El libro más nuevo entre los que nos ofrecen hoy las librerías chilenas tiene 83 años. Se trata de la primera versión íntegra en castellano de
En nuestro tiempo de Ernest Hemingway. La mayor parte de los cuentos que componen el volumen han aparecido en las más distintas antologías, pero nunca lo habían hecho en la forma original del libro de 1925.
En nuestro tiempo, como su nombre lo indica, es un libro de vanguardia. Porque lo que sorprende del libro no son los cuentos, las clásicas aventuras de Nicks Adams (el habitual álter ego de Hemingway), sino los breves trozos de narrativa sin título ni forma concreta que los introducen o los concluyen. Estampas de guerra, de corrida de toro, de caza. Momentos de un tiempo separado del relato que sugieren que los cuentos también son eso, trozos de actualidad sin tiempo, pedazos de acontecimientos, testigos presenciales que hablan de sus heridas y sus olvidos en vez de atestiguar de las revoluciones, guerras y traiciones de las que son parte.
El libro, de un modo adolescente (Hemingway tenía 26 años), pertenece de modo radicalmente diferente a la misma familia del
Ulises de Joyce y
Manhattan Transfer de John Dos Passos, la novela total de una época que reconoce que no se puede contar más que a pedazos. Mientras Joyce intenta contar todas las facetas de un día agotando las posibilidades del inglés, y Dos Passos, todas las posibilidades de la ciudad y el periodismo que la cuenta, Hemingway cree que solo cabe captar esquirlas de conflictos, momentos de momentos.
Los toros, la guerra, la caza, pero también el amor y la revolución y el suicidio, pertenecen para Hemingway a esos momentos en que la realidad se condensa mágicamente para que se pueda sin mentir, sin exagerar, sin glorificar ni olvidar, contarlo todo, o sea detalles, frases, gestos finales.
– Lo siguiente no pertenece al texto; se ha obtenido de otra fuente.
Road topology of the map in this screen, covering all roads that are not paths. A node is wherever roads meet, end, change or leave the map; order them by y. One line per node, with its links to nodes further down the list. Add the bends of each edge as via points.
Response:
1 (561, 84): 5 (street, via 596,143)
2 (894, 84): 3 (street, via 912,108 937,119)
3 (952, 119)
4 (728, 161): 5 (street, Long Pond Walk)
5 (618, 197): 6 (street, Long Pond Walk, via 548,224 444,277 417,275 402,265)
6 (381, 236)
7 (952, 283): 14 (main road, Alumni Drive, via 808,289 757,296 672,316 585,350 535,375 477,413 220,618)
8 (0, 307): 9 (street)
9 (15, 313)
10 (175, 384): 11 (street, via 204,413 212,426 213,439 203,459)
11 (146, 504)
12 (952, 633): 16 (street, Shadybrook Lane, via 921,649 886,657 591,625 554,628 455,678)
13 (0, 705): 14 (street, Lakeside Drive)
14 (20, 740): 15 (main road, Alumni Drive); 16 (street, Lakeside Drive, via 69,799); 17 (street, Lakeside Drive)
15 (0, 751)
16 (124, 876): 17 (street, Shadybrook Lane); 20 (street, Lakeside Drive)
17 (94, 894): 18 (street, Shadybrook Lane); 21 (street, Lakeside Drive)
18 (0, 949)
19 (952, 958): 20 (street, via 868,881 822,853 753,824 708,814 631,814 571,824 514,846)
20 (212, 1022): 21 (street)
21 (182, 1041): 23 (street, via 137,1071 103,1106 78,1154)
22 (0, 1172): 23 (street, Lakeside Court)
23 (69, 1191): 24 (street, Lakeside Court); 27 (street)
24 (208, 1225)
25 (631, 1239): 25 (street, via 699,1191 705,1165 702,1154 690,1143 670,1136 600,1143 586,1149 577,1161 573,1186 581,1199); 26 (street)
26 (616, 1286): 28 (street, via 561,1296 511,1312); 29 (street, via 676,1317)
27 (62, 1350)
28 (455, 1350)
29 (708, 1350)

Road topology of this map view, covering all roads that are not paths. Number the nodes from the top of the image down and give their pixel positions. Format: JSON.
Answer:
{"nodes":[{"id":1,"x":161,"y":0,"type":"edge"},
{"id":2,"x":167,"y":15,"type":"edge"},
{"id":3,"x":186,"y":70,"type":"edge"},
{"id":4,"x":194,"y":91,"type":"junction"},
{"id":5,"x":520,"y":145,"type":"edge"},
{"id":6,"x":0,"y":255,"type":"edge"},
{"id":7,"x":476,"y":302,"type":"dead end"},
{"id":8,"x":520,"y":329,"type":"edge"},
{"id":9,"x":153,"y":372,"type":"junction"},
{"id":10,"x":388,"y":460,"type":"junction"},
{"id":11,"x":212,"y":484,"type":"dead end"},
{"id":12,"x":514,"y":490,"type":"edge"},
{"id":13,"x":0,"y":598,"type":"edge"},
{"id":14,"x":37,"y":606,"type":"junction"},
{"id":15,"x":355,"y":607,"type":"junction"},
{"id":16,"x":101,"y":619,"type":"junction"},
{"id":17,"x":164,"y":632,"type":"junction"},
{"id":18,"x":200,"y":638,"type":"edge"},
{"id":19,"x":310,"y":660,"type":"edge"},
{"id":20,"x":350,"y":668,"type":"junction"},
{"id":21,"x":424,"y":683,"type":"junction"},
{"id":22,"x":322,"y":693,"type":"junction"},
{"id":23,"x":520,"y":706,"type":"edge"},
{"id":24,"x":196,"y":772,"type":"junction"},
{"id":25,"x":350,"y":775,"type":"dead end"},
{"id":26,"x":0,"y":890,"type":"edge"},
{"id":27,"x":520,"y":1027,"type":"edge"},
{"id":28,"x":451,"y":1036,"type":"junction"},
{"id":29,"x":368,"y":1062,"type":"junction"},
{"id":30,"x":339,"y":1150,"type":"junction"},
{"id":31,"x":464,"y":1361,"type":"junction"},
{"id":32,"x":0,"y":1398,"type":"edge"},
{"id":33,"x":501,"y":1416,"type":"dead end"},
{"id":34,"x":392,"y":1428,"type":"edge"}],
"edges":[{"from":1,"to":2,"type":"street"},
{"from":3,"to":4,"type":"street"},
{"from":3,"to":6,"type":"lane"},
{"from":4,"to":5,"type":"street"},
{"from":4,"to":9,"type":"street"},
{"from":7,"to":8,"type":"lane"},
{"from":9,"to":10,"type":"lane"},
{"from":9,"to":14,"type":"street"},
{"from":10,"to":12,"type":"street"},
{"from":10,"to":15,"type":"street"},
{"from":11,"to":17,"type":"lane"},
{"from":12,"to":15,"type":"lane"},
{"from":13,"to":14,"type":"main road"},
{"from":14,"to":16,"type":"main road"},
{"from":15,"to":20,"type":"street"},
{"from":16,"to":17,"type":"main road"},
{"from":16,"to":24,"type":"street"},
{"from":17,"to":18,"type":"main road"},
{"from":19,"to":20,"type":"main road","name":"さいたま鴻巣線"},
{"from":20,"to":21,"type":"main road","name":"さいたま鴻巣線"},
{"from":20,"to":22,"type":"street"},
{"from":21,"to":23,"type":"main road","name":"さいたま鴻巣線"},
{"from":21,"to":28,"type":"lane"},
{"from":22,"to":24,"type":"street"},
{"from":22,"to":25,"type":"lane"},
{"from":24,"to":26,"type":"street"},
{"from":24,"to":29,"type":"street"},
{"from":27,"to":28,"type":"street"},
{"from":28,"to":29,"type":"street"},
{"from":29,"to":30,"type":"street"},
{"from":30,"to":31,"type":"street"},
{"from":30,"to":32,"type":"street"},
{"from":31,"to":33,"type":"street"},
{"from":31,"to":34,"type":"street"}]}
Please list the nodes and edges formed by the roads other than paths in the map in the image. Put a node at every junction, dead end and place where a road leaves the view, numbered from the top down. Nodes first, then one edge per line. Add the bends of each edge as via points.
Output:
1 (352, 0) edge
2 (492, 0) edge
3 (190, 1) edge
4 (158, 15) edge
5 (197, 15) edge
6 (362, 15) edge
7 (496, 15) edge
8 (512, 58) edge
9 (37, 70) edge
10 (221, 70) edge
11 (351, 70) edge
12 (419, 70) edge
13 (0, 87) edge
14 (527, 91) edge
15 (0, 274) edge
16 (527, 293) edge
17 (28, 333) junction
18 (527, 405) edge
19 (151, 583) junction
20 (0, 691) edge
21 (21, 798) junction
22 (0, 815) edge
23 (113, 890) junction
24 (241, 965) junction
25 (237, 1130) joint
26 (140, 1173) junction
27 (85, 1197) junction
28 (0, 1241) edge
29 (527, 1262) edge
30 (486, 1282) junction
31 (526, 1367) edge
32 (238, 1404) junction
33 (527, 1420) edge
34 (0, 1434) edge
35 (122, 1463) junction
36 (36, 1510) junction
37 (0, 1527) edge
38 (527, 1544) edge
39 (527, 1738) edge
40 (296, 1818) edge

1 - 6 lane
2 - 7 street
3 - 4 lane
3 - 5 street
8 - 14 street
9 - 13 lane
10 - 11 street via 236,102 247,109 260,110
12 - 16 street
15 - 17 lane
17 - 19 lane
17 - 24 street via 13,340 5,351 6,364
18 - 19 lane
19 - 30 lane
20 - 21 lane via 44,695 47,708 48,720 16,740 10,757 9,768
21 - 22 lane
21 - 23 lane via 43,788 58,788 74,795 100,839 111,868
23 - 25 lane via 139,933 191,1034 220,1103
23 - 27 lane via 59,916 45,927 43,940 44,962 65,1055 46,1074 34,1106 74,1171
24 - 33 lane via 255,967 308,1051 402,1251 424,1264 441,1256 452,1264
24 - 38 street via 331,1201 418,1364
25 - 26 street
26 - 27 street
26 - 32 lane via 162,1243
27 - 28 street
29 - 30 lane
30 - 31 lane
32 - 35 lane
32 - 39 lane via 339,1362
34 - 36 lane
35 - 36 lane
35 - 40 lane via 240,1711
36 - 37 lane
Lo otro, las ideas por las que la gente mata y se mata, las promesas por las que se combate o se deja de combatir, no deben importarle al que escribe. En nuestro tiempo el escritor no tiene por qué dar explicaciones ni razones, sino solo acompañar a los que van y vuelven del frente, a los que los toros hieren y hieren a los toros, a los que de manera que saben absurda van a arriesgar la piel.
Es raro que en este mismo siglo un escritor tan distinto a Hemingway como Michel Leiris haya usado la tauromaquia como una metáfora del arte. Para Michel Leiris, autor de quizás la más esencial de las autobiografías (
Edad de hombre), si el escritor no arriesgaba la vida como lo hace el torero, entonces no valía demasiado la pena leer lo que escribe. Pensaba Leiris que el riesgo, el cuerno del toro, de confesar lo inconfesable en su caso, era lo único que obligaba al brillo. Las luces con que se viste el torero no es el otro lado de su miedo, sino que es su miedo mismo convertido en pedrerías e hilos de oro.
Por buenas o malas razones, el espectáculo de los toros es solo hoy sinónimo de su indudable crueldad. Quizás lo único que le da todavía sentido es explicar a Leiris y Hemingway, aunque me reviste la sospecha de que quizás esto sea poderosamente inútil hacerlo hoy.
En nuestro tiempo nacía de la idea de que el mundo era una gran corrida de toros, que Hemingway contaba desde todos los puntos de vista (el toro, el torero, el banderillero, el público). En
Lo abierto el filósofo italiano Giorgio Agamben retrata la llegada de un nuevo mundo en que el animal y el hombre se confunden en un nuevo ser angelical que ya no cree que existe ese algo llamado historia. Según Agamben, el primero en predecir ese nuevo mundo fue el filósofo y diplomático Alexandre Kojéve, el maestro de Francis Fukuyama. En sus míticas lecciones sobre Hegel habla de un mundo en que ya no habrá conflicto, es decir, donde no serán necesarios el arte, la erótica o el humor. Un mundo en el que los hombres y los animales nos habremos confundido a la perfección. Quizás la omnipresencia de los gatos en la literatura chilena actual -ese cazador callado, ese animal que nadie domestica nunca del todo, pero que tampoco mata como mata un león o un toro- es la señal de que "nuestros tiempos" es definitivamente otro tiempo del que ese Hemingway pretendía, en sus cuentos de 1925, retratar.
Hemingway contaba la guerra y la muerte y el amor en fragmentos; quizás el fragmento tenga ahora el sueño descabellado de que todo lo que no se cuente no suceda. Eso que torpemente los críticos llaman minimalismo es quizás una rebeldía contra la historia, cualquier historia que tarde o temprano deja demasiados rezagados detrás suyo. O quizás lo que no existe es un tiempo que sea "nuestro", quizás ya nadie pueda contar más que su tiempo, el que le queda por vivir antes que el olvido. Su trozo particular de tiempo fuera de la historia.